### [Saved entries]
....................

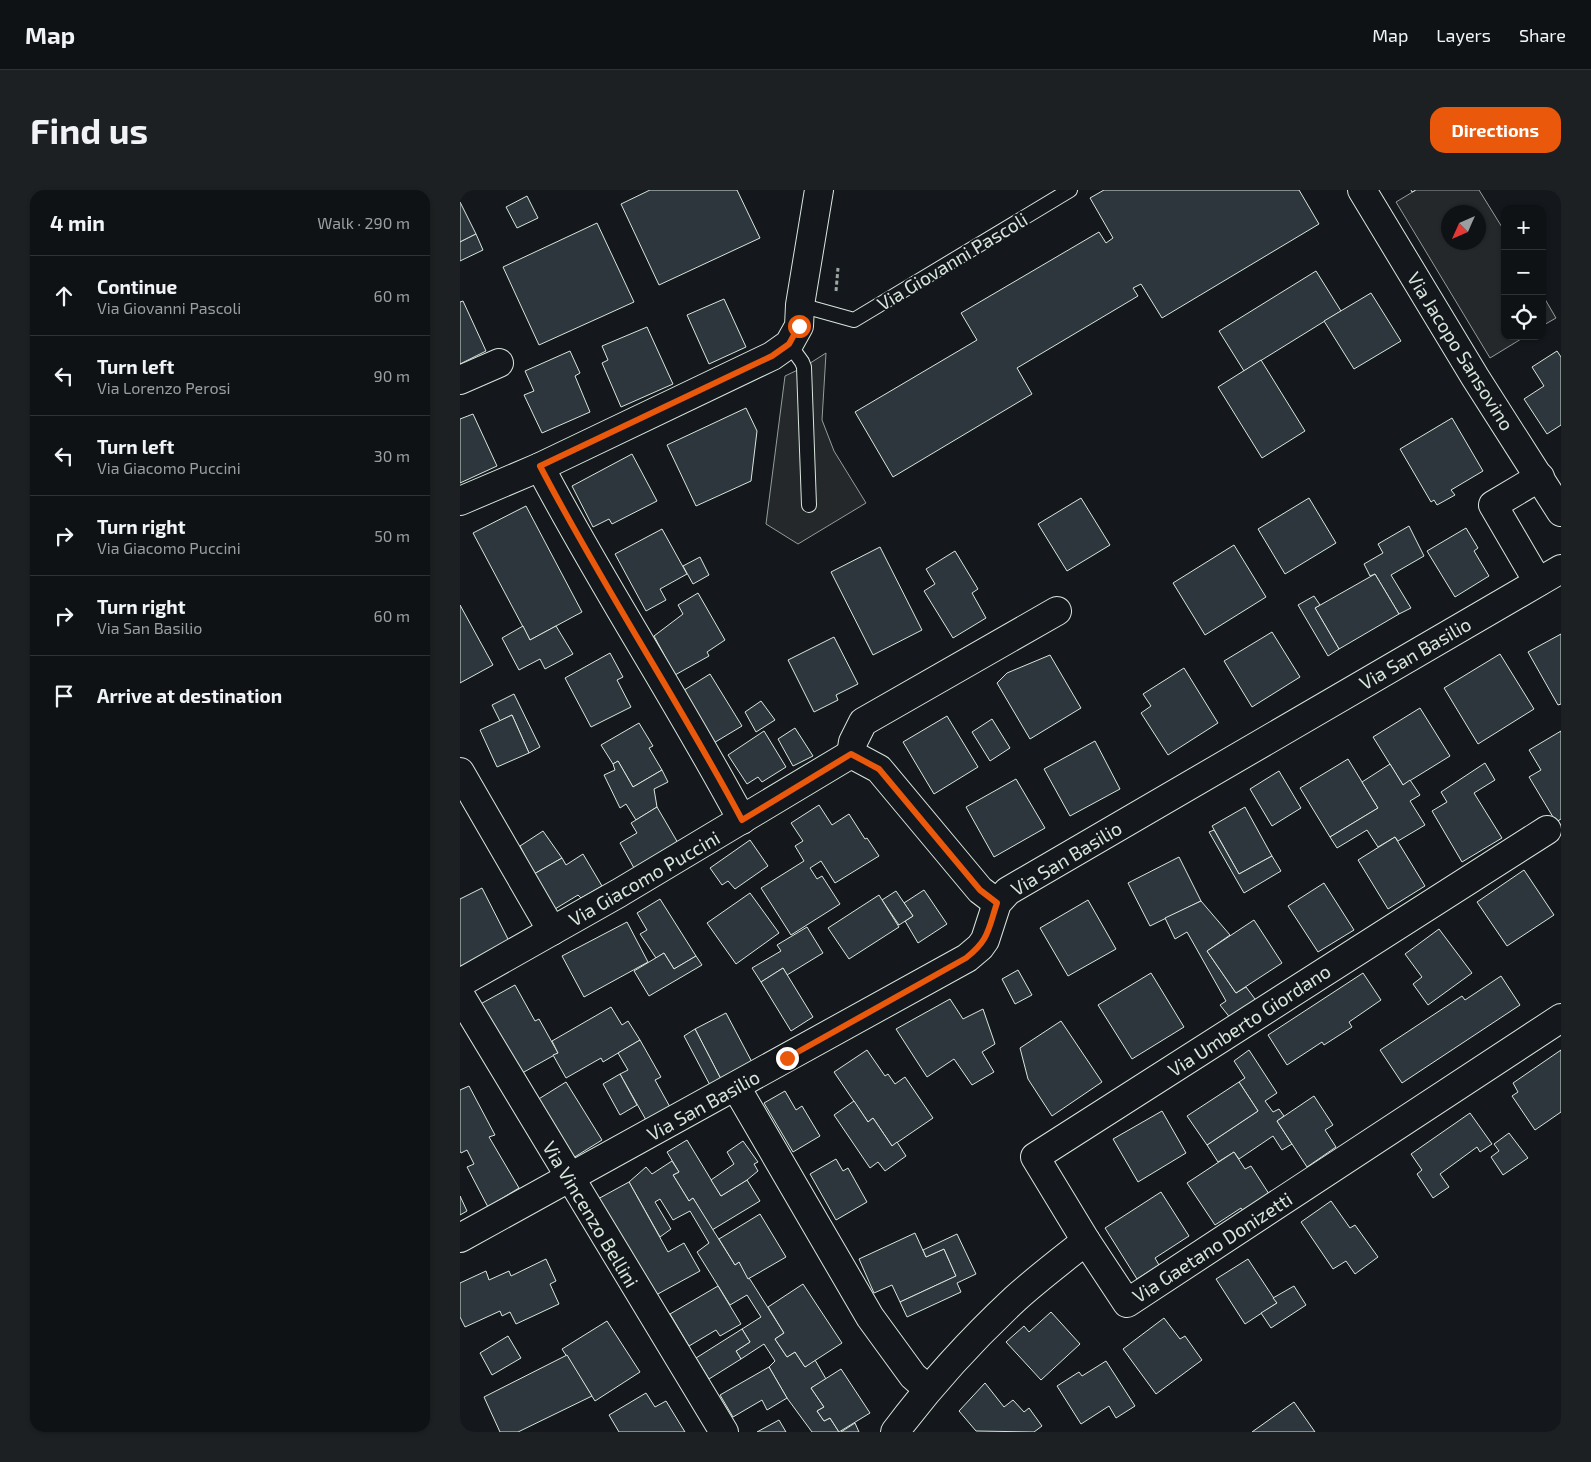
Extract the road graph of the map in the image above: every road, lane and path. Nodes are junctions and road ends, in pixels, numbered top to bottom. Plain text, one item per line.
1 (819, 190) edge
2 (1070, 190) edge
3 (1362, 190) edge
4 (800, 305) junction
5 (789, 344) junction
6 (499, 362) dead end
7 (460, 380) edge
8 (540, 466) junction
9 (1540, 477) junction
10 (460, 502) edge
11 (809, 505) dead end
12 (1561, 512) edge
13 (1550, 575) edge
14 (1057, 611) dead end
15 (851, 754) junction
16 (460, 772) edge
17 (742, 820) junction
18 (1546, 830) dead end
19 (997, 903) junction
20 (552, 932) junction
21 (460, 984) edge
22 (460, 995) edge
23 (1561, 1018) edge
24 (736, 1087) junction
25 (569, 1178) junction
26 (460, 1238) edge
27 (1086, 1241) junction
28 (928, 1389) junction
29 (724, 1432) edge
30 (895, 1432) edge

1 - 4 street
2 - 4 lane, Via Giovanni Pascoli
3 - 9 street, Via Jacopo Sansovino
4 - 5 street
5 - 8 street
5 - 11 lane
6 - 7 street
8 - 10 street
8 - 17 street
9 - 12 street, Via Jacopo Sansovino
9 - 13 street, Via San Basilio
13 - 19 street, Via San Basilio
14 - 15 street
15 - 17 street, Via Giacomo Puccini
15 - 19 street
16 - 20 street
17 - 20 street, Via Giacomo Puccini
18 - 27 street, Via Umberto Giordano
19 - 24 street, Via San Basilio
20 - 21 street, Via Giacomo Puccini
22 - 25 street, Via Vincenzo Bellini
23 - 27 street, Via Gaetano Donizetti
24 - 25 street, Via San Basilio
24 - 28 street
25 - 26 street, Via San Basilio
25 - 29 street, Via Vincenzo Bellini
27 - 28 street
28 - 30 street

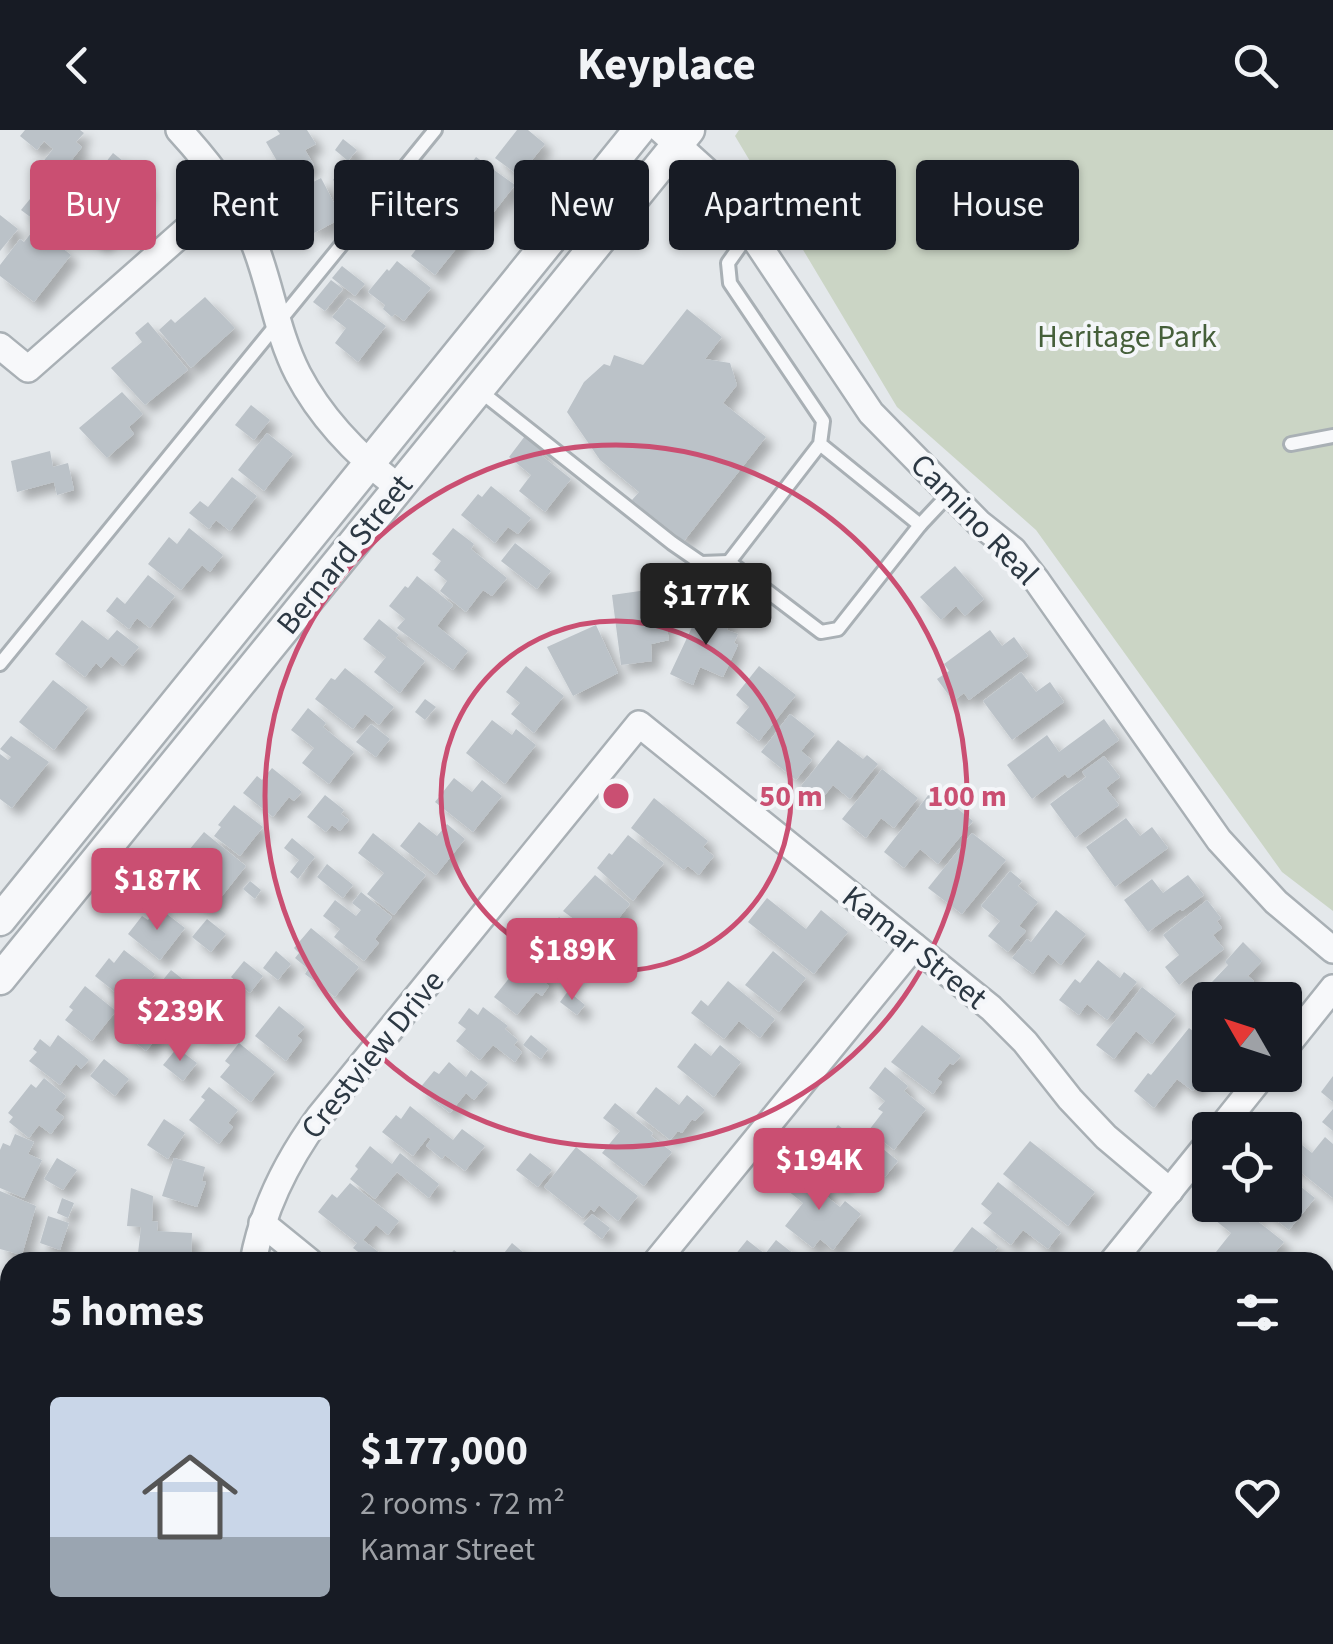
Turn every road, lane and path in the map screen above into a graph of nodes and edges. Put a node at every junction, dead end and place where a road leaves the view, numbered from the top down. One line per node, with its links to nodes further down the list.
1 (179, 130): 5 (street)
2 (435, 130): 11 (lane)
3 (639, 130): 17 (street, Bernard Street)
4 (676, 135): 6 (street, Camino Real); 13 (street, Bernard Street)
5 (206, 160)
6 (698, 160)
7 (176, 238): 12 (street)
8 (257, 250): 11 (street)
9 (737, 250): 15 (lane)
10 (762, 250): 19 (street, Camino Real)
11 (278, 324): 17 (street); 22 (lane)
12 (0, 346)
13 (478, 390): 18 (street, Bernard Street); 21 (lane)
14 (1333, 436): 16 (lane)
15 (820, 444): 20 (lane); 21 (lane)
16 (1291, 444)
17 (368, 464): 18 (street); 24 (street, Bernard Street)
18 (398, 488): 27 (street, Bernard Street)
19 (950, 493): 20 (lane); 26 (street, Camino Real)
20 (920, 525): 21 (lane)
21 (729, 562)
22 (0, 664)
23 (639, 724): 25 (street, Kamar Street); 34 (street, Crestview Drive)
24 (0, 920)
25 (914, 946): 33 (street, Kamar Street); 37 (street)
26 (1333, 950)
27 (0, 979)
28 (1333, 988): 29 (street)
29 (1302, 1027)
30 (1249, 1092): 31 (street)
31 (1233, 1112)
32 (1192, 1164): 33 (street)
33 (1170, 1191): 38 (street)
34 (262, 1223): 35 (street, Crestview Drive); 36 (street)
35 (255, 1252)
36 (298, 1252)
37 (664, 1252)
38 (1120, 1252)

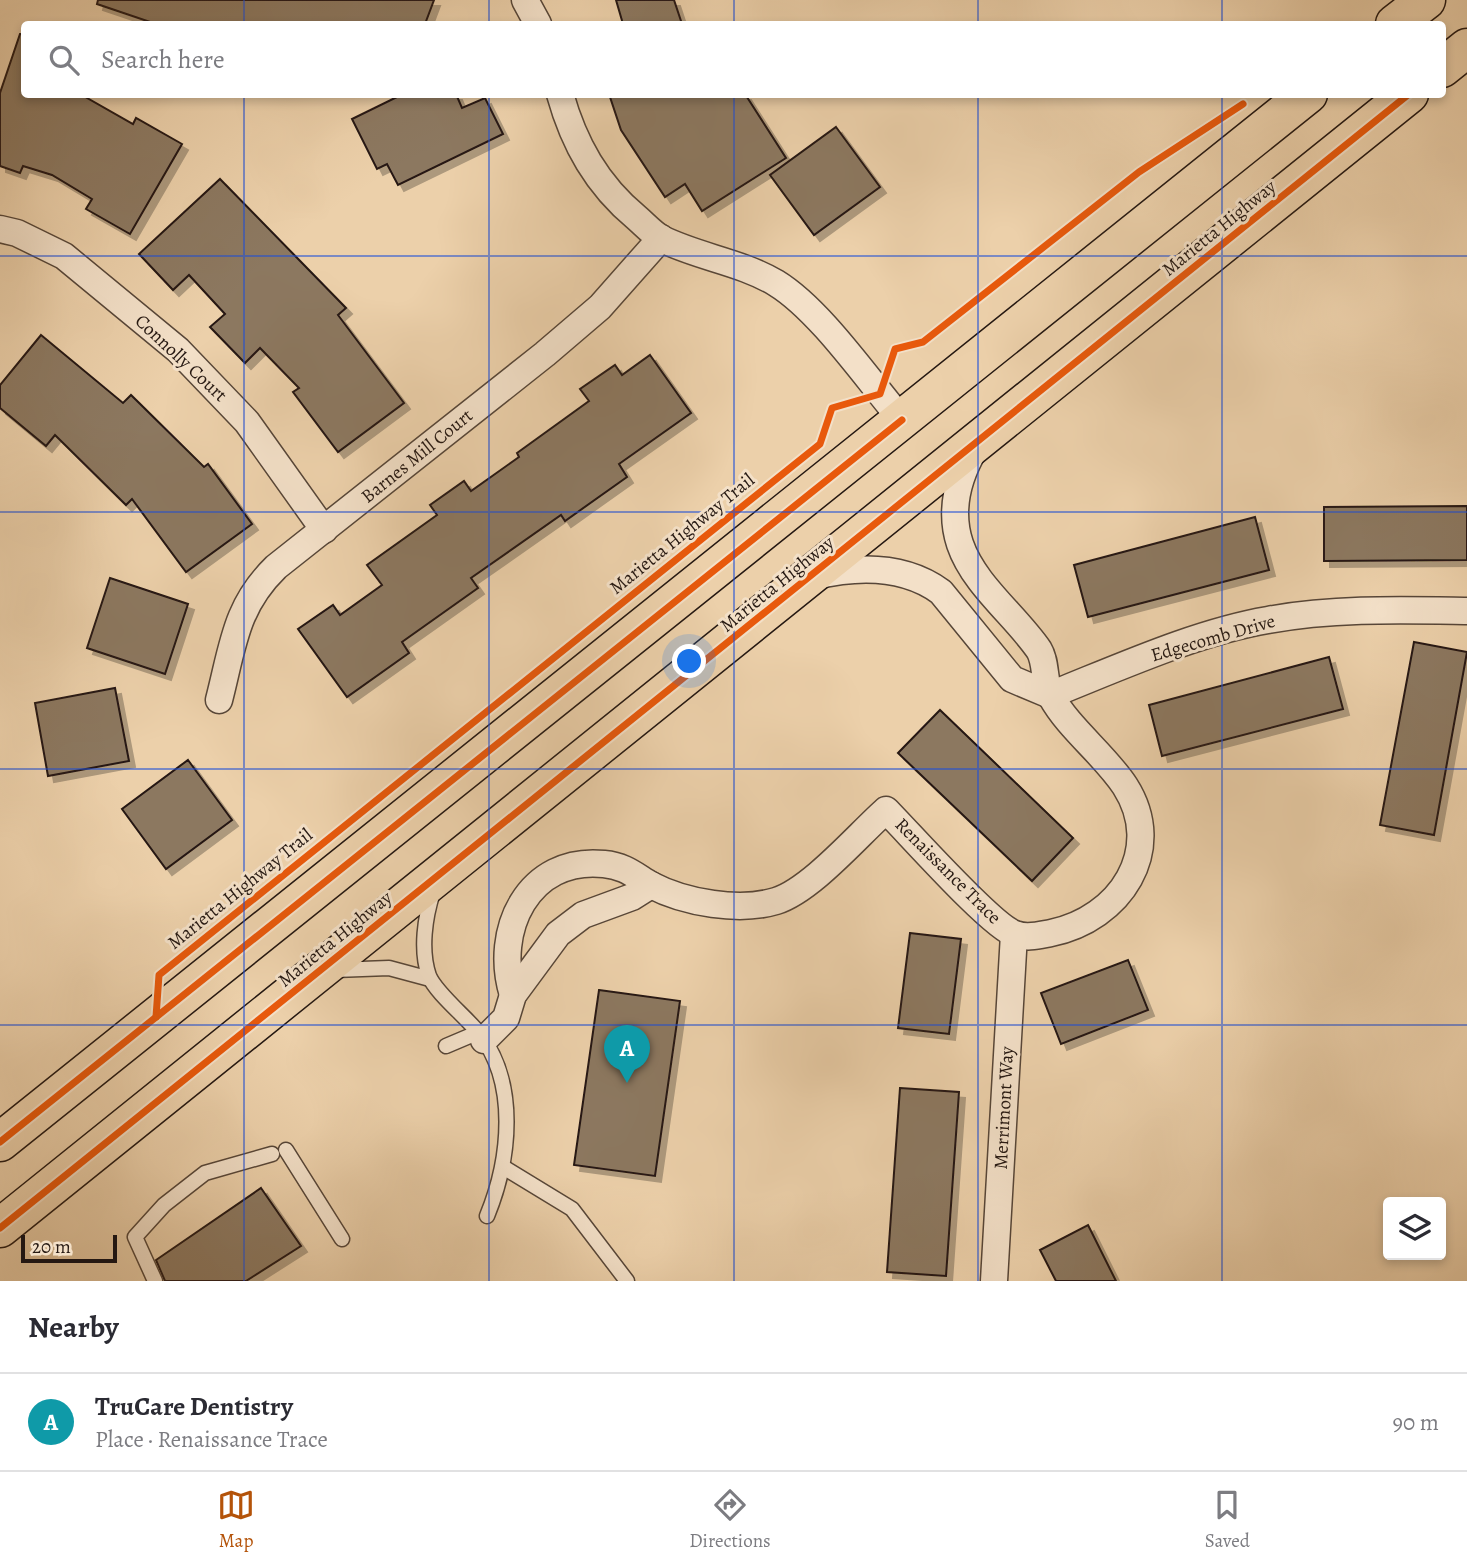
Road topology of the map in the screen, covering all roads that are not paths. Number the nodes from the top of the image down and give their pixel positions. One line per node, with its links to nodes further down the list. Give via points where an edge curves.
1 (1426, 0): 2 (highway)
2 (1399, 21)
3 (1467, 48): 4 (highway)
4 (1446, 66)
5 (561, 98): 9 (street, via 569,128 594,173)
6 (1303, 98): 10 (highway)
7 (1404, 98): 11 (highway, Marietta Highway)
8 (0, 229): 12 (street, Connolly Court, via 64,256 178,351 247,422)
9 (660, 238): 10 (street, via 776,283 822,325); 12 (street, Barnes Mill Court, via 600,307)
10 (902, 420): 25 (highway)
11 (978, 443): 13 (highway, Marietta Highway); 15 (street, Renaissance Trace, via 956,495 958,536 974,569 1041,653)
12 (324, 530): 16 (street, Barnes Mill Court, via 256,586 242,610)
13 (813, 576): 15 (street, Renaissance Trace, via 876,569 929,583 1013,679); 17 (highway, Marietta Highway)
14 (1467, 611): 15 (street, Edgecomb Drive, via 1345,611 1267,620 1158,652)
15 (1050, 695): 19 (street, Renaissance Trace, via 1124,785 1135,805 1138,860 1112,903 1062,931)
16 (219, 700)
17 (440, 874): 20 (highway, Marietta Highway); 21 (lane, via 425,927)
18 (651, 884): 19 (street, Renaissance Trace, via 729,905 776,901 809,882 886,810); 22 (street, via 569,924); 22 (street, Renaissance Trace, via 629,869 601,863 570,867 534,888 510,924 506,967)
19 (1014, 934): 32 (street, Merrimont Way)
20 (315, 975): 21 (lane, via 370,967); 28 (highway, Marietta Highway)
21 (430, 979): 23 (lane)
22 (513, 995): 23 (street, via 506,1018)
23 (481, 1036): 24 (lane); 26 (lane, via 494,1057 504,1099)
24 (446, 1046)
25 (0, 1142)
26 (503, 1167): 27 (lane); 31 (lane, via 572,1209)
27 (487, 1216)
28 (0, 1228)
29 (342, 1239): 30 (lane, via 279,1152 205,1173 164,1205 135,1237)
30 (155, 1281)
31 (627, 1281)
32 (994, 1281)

....................

### [The task]
Nothing but a number is wanted: how many lines in the records above include "where".

### [Exercise answer]
2